# Please help- red foreskin with white discharge



## riversong (Aug 11, 2005)

Yesterday ds went swimming and did not have a bath afterward. We went camping last night, so he was dirty also, but I don't think his penis was dirty. Well, his hands were dirty and he touched his penis during diaper changes. He has been wearing a diaper more than usual the past two days as well. I have been doing a lot of naked time with him this summer.

I noticed that his foreskin was red at the tip last night and there was a little of what looked like smegma on the outside of his penis. This morning the foreskin looked more swollen and red and there was white discharge coming out. I gently pulled his foreskin back a bit and it easily moved back more than I've ever seen it go. I was really careful not to push it back more than I've seen him move it. Is it separating? Is this a yeast infection? Do I need to call the doctor? I feel guilty for not bathing him after the pool, but it seemed silly to bathe him before camping.

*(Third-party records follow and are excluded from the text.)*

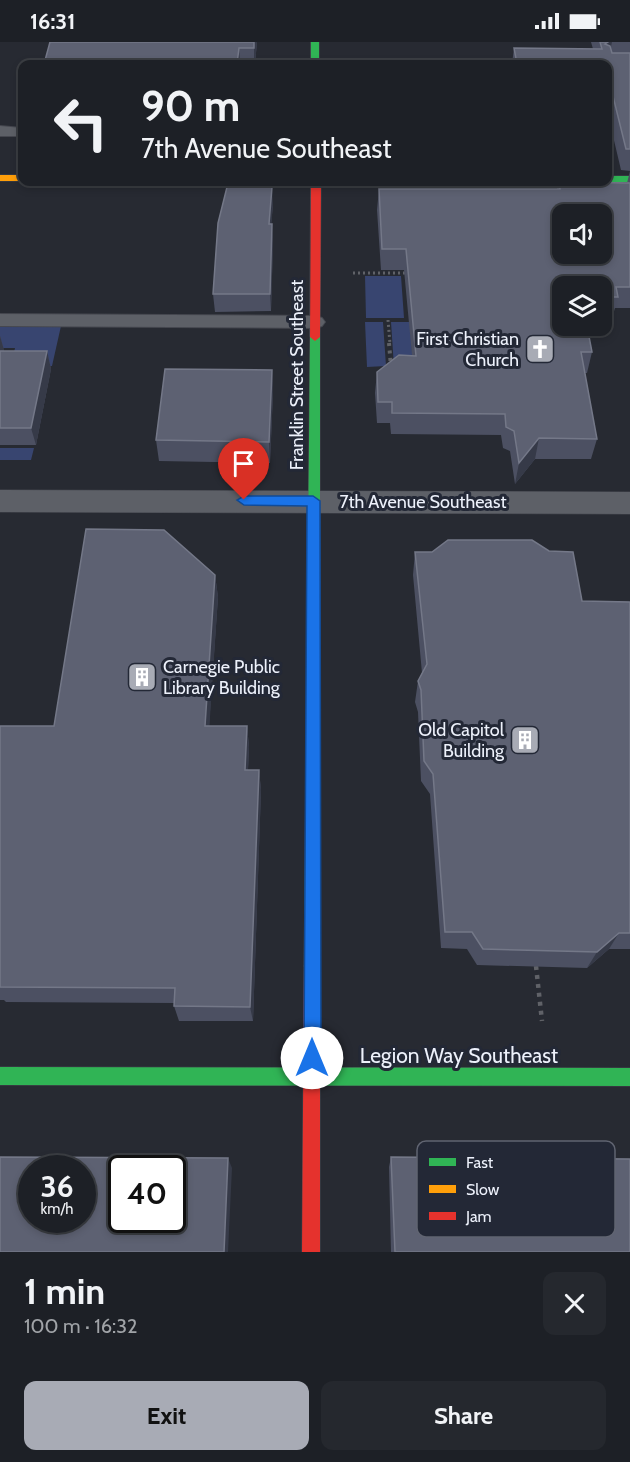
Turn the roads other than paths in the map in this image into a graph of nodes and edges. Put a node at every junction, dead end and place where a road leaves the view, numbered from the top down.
1 (315, 42) edge
2 (315, 60) edge
3 (0, 131) edge
4 (18, 132) edge
5 (0, 178) edge
6 (18, 178) edge
7 (612, 179) edge
8 (630, 179) edge
9 (316, 186) edge
10 (0, 320) edge
11 (315, 322) junction
12 (0, 501) edge
13 (313, 501) junction
14 (630, 503) edge
15 (0, 1076) edge
16 (312, 1076) junction
17 (630, 1077) edge
18 (312, 1252) edge

1 - 2 street
3 - 4 lane
5 - 6 street
7 - 8 street
9 - 11 street, Franklin Street Southeast
10 - 11 lane
11 - 13 street, Franklin Street Southeast
12 - 13 street, 7th Avenue Southeast
13 - 14 street, 7th Avenue Southeast
13 - 16 street, Franklin Street Southeast
15 - 16 street, Legion Way Southeast
16 - 17 street, Legion Way Southeast
16 - 18 street, Franklin Street Southeast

Any advice is appreciated! Thanks.


----------



## Fellow Traveler (Jan 8, 2008)

Quote:


Originally Posted by *riversong* 
Yesterday ds went swimming and did not have a bath afterward. We went camping last night, so he was dirty also, but I don't think his penis was dirty. Well, his hands were dirty and he touched his penis during diaper changes. He has been wearing a diaper more than usual the past two days as well. I have been doing a lot of naked time with him this summer.

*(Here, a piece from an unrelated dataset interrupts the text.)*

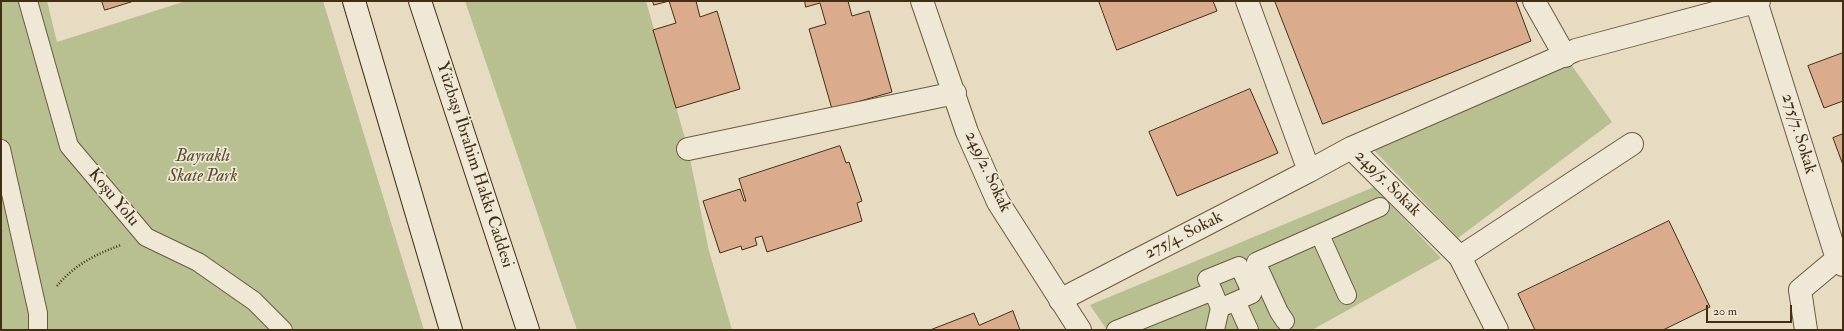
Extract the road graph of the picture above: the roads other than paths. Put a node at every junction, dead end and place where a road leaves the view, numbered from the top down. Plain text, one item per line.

I noticed that his foreskin was red at the tip last night and there was a little of what looked like smegma on the outside of his penis. This morning the foreskin looked more swollen and red and there was white discharge coming out. I gently pulled his foreskin back a bit and it easily moved back more than I've ever seen it go. I was really careful not to push it back more than I've seen him move it. Is it separating? Is this a yeast infection? Do I need to call the doctor? I feel guilty for not bathing him after the pool, but it seemed silly to bathe him before camping.

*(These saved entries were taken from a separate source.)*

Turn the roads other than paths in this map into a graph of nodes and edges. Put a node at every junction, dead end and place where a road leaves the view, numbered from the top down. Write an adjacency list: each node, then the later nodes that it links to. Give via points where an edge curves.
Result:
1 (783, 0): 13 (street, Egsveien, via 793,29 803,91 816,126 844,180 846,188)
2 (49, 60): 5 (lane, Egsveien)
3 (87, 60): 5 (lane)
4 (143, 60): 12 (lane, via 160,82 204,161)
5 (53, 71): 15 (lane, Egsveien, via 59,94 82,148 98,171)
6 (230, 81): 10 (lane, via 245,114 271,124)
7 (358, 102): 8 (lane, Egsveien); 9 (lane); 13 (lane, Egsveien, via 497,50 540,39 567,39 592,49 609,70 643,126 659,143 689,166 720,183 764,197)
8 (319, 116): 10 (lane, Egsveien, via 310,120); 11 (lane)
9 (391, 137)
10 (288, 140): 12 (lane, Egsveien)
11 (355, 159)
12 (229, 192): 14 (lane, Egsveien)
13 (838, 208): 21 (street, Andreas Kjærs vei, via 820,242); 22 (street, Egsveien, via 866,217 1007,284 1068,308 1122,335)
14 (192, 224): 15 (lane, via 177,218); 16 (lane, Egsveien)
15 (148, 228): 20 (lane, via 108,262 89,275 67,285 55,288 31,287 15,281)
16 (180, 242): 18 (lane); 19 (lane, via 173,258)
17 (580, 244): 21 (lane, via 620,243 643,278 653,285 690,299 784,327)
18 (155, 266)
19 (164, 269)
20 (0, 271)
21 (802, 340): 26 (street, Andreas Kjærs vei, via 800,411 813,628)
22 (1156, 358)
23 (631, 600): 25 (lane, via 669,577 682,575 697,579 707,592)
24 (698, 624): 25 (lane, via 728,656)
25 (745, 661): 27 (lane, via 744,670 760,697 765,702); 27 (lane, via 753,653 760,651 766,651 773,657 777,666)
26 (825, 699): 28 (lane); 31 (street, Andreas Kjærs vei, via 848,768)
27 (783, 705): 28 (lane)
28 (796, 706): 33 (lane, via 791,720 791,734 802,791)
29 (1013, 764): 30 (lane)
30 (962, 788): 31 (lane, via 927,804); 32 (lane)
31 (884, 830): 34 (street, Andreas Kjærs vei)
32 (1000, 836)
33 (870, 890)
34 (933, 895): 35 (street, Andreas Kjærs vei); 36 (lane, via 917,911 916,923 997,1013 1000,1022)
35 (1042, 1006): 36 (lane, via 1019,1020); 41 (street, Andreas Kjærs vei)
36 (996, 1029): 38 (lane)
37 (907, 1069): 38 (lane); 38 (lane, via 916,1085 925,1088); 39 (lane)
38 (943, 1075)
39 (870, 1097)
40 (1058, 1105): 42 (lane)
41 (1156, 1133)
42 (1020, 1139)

Any advice is appreciated! Thanks.

This could be a couple of things. You have a number of cofounding factors here. It is possible that chlorine from the pool could case a bit of irritation but usually only if it is at high concentrations, or if you're particularly sensitive to it. I don't think not bathing would be a contributing factor. The other possibility is just classic separation. The pool and camping could just be a bit of a coincidence. Separation could include the red tip, soreness and/or puffyness you describe as well as the smegma too. There is a thread here which talks all about it I am going to bump it for you. A good way to handle this is to drop him in a warm bath, adding some baking soda seems to make this even better. It should resolve itself with in 48 hours or so. Please post again if you have more questions or need further clarification. Hope this helps.


----------



## MCatLvrMom2A&X (Nov 18, 2004)

The link to the thread jw is bumping http://www.mothering.com/discussions...d.php?t=764732

Ds got a bacterial infection after playing with his penis with dirty hands (totally my fault) and the Dr prescribed abx and OTC bacatracin if I had it to do over I would have skipped the abx and just went with the OTC cream. Within 12 hours ds was nearly better.


----------



## riversong (Aug 11, 2005)

Thanks for your replies. It's hard to tell what is causing it, but it looks better already. His foreskin is still pink on the end, but it doesn't look swollen now. He's had one bath earlier today. I'll put baking soda in next time.

I checked out the other thread and I think his ped thought he had a preputial cyst. She didn't retract his foreskin, but felt a lump through it. Dh and I think it was just the shape of his glans she was feeling, but I suppose if it was a cyst, it could be causing the discharge. Who knows? At least I know we can give it 48 hours and hopefully it will be gone and we won't have to do anything.


----------



## Fellow Traveler (Jan 8, 2008)

Quote:


Originally Posted by *riversong* 
Thanks for your replies. It's hard to tell what is causing it, but it looks better already. His foreskin is still pink on the end, but it doesn't look swollen now. He's had one bath earlier today. I'll put baking soda in next time.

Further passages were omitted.